İLK DERECE MAHKEMESİNİN ARA KARARI:İlk derece mahkemesince, iddiaların yargılamayı gerektirdiği, davacının ihtiyati tedbir isteminin daha önce reddine karar verildiği ve iş bu ara karar yönünden istinaf yoluna başvurulduğu, İstanbul Bölge Adliye Mahkemesi 43. Hukuk Dairesinin 2020/1802 esas 2020/93 karar sayılı ilamı ile talebin esastan reddine karar verildiği, davacı vekilince yeniden ihtiyati tedbir isteminde bulunulduğu, dava dilekçesi ekinde davacının iddiasını yaklaşık olarak ispat eder bir delil sunmadığı gibi ara karar sonrasında da talebine dair bir delil sunmadan yeniden ihtiyati tedbir talebinde bulunduğu bu anlamda mevcut delil durumu itibariyle değişen bir durum olmadığı gerekçesiyle ihtiyati tedbir isteminin reddine karar verilmiştir.Bu ara kararına karşı davacı vekili tarafından istinaf başvurusunda bulunulmuştur.

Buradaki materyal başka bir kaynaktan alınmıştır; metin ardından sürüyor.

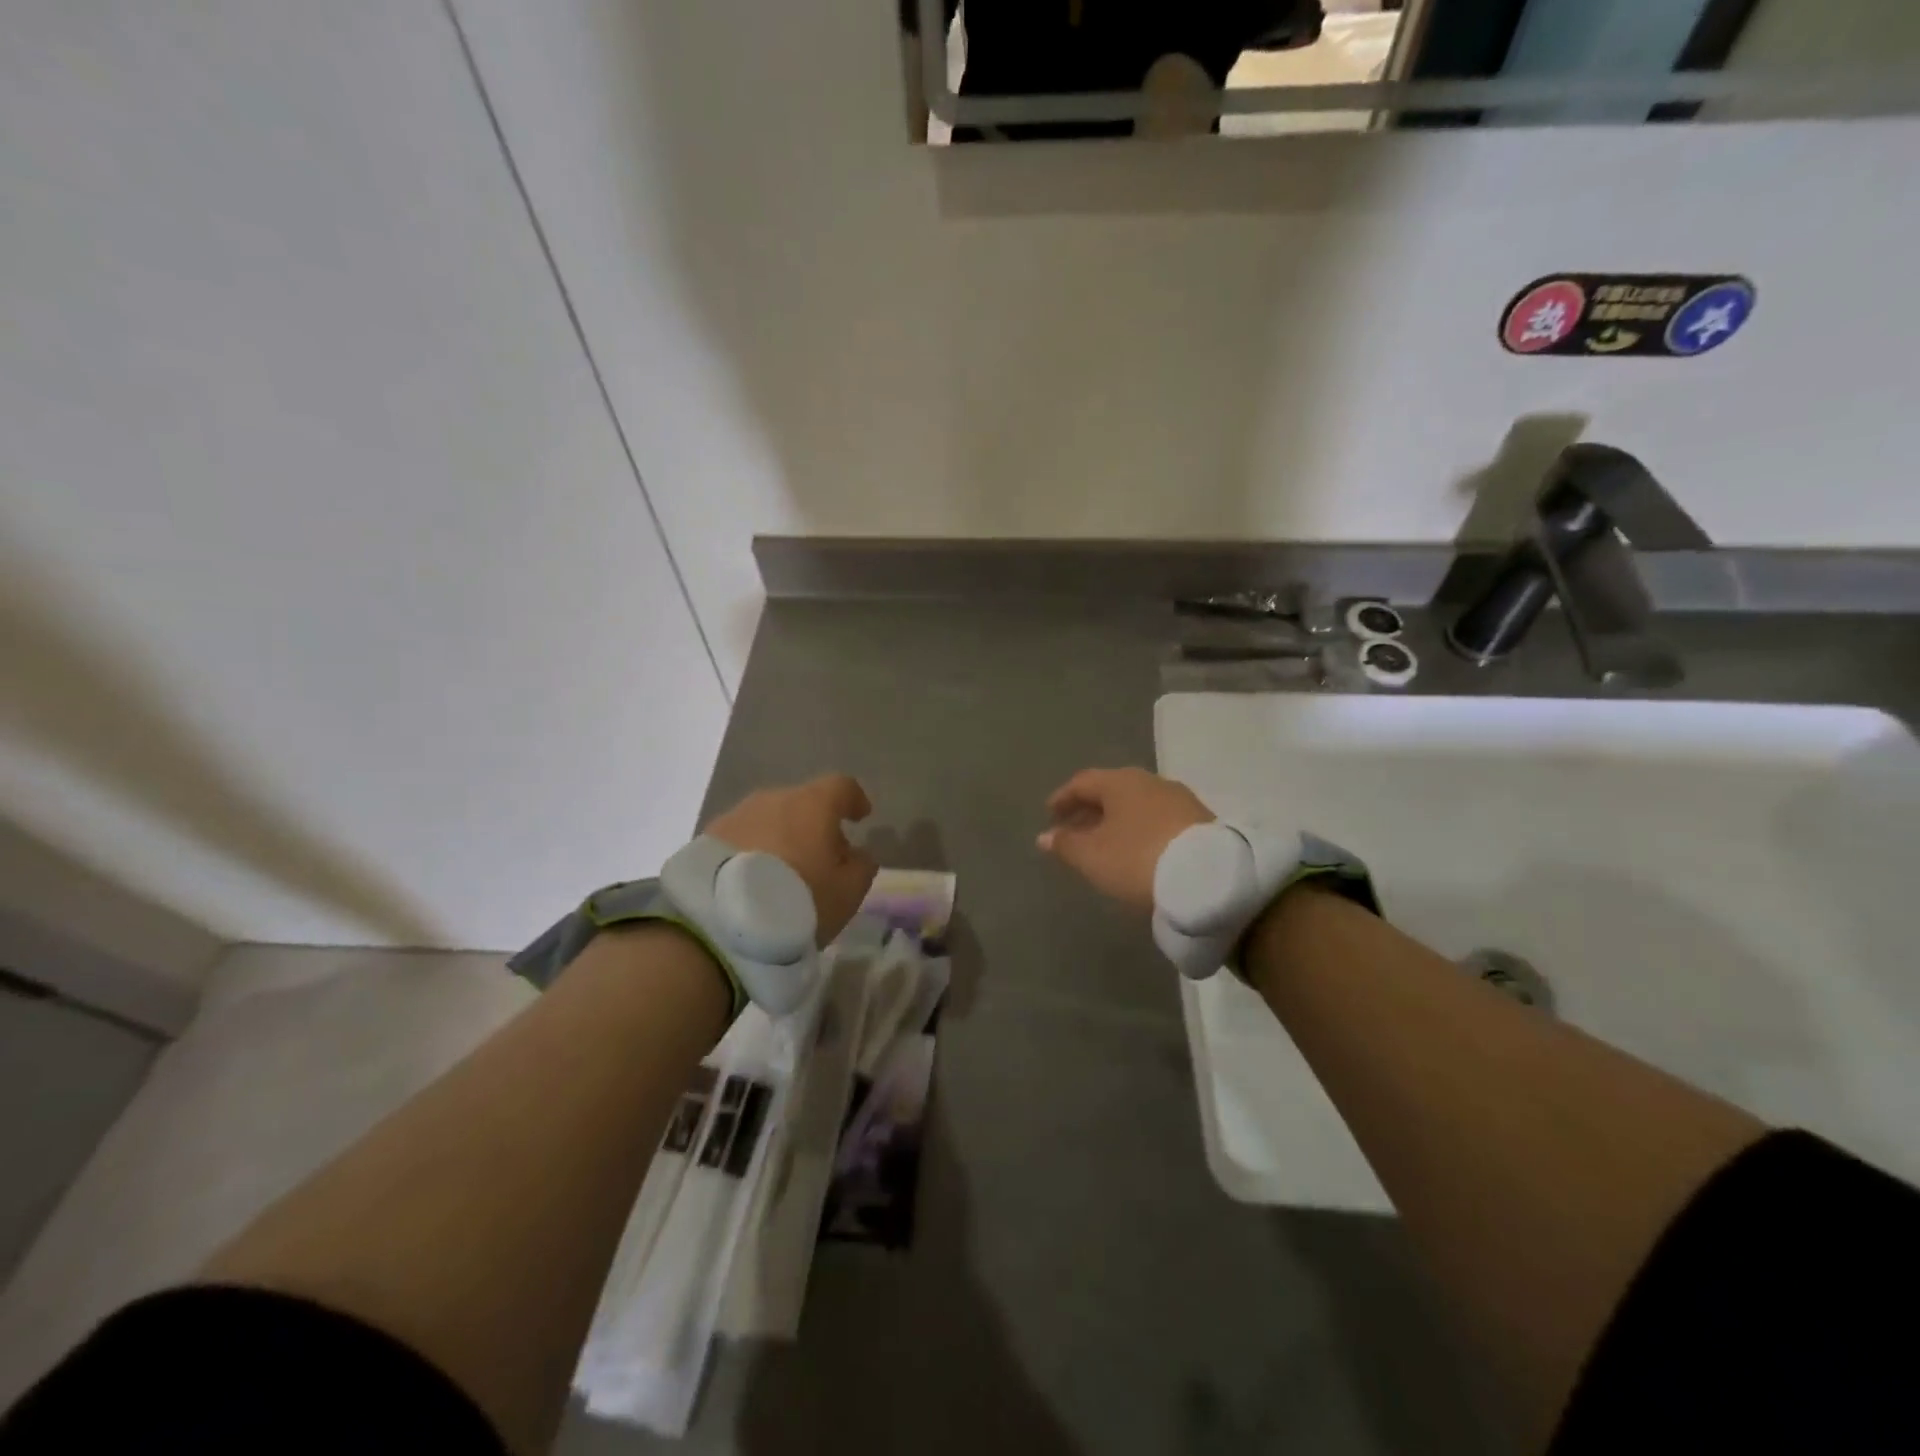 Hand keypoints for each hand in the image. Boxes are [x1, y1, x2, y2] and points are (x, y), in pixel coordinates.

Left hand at [706, 774, 877, 946]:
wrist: (720, 922)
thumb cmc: (799, 900)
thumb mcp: (847, 892)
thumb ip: (861, 867)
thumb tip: (857, 854)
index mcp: (812, 804)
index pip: (841, 786)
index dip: (854, 800)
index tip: (860, 816)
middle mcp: (773, 799)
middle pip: (803, 804)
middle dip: (815, 826)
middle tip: (822, 858)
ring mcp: (736, 815)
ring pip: (769, 820)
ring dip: (781, 838)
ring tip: (784, 873)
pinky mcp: (707, 838)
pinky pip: (742, 838)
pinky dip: (754, 852)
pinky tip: (754, 881)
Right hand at [1037, 767, 1213, 911]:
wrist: (1209, 877)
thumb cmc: (1138, 859)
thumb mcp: (1092, 856)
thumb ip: (1066, 844)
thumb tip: (1045, 836)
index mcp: (1120, 781)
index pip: (1083, 782)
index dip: (1063, 798)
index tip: (1050, 815)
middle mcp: (1150, 782)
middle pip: (1112, 791)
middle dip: (1090, 810)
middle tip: (1074, 831)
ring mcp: (1179, 799)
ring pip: (1137, 805)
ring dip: (1116, 821)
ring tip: (1105, 844)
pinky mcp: (1200, 821)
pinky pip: (1158, 819)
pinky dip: (1140, 830)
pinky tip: (1137, 850) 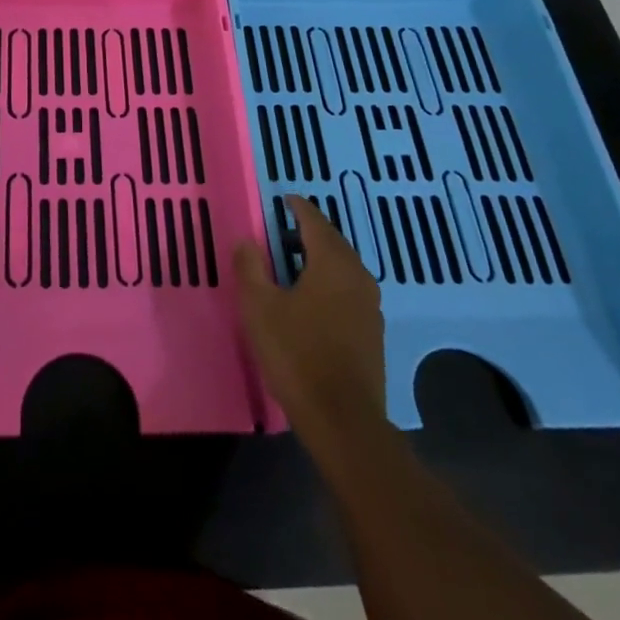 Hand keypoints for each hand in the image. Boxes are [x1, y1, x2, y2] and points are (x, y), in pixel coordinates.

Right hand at [233, 194, 388, 449]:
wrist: (342, 420)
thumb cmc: (297, 354)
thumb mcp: (260, 307)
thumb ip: (251, 267)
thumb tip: (246, 240)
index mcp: (332, 263)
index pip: (315, 221)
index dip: (298, 207)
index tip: (284, 199)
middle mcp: (357, 276)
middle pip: (333, 242)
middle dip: (310, 231)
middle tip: (283, 229)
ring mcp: (370, 306)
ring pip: (344, 267)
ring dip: (320, 258)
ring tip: (293, 262)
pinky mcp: (372, 332)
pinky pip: (349, 289)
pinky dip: (330, 281)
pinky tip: (312, 297) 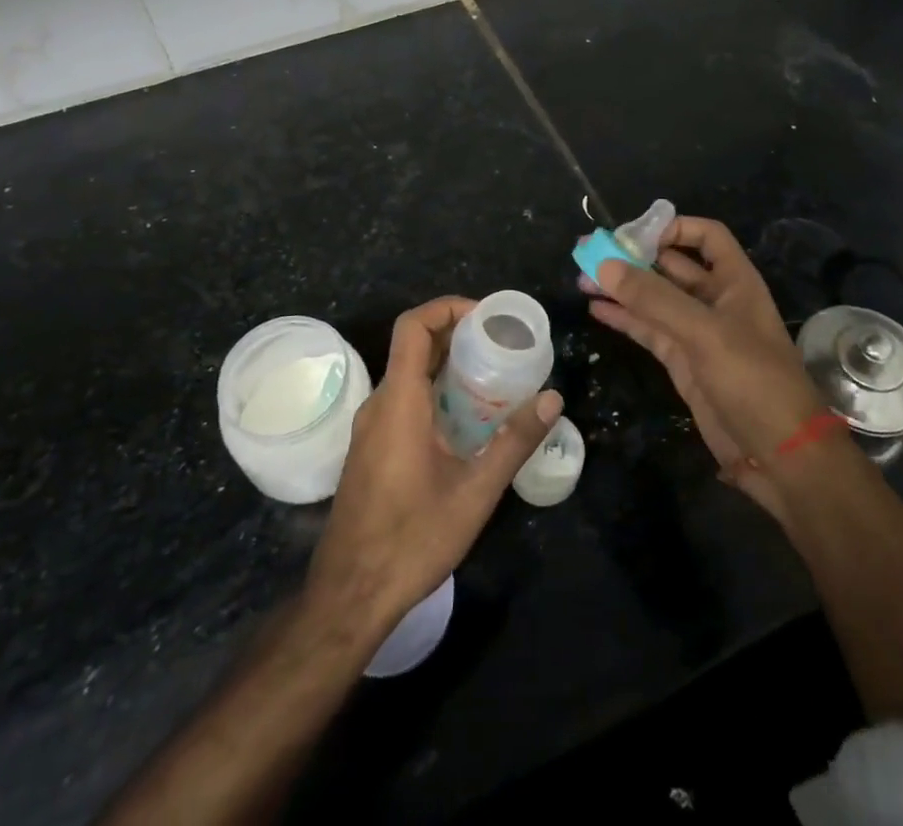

İLERİ SÜRÜLEN İSTİNAF SEBEPLERİ : Davacı vekilinin istinaf dilekçesinde özetle; davada davalı şirketin, temsil edilemediğini, taraf teşkilinin sağlanmadığını, davalı şirketin müvekkili ve diğer hissedar … A.Ş.’nin müşterek imzası ile temsil edilmekte olup %50’şer payı olan bu iki hissedarın birlikte imzası olmadan şirketin işlem yapamadığını, ara kararın gerekçeden yoksun olduğunu, tedbir talebine dayanak 25.11.2020 tarihli dilekçesindeki iddialarını aynen tekrar ederek ilk derece mahkemesinin kararının kaldırılmasını istemiştir.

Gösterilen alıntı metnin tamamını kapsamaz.